Collected data -
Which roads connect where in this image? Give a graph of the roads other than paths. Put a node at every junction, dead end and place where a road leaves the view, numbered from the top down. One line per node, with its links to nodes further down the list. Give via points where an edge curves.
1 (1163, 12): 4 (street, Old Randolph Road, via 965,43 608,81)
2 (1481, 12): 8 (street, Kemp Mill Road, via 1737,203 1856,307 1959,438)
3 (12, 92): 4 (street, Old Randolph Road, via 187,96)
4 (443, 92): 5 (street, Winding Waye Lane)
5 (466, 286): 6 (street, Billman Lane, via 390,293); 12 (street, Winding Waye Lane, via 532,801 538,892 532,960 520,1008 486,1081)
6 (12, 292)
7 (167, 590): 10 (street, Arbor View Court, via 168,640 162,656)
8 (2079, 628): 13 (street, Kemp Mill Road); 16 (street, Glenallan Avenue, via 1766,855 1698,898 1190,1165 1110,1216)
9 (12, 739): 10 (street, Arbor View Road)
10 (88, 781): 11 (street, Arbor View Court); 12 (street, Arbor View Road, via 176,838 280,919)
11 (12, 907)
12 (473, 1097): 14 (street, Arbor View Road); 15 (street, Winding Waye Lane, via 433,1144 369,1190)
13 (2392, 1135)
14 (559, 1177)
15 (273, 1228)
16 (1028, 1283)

EXERCISE DESCRIPTION - When you copy the data, keep every line word for word.

WRITTEN ANSWER -
Which roads connect where in this image? Give a graph of the roads other than paths. Put a node at every junction, dead end and place where a road leaves the view, numbered from the top down. One line per node, with its links to nodes further down the list. Give via points where an edge curves.
1 (1163, 12): 4 (street, Old Randolph Road, via 965,43 608,81)
2 (1481, 12): 8 (street, Kemp Mill Road, via 1737,203 1856,307 1959,438)
3 (12, 92): 4 (street, Old Randolph Road, via 187,96)
4 (443, 92): 5 (street, Winding Waye Lane)
5 (466, 286): 6 (street, Billman Lane, via 390,293); 12 (street, Winding Waye Lane, via 532,801 538,892 532,960 520,1008 486,1081)
6 (12, 292)
7 (167, 590): 10 (street, Arbor View Court, via 168,640 162,656)
8 (2079, 628): 13 (street, Kemp Mill Road); 16 (street, Glenallan Avenue, via 1766,855 1698,898 1190,1165 1110,1216)
9 (12, 739): 10 (street, Arbor View Road)
10 (88, 781): 11 (street, Arbor View Court); 12 (street, Arbor View Road, via 176,838 280,919)
11 (12, 907)
12 (473, 1097): 14 (street, Arbor View Road); 15 (street, Winding Waye Lane, via 433,1144 369,1190)
13 (2392, 1135)
14 (559, 1177)
15 (273, 1228)
16 (1028, 1283)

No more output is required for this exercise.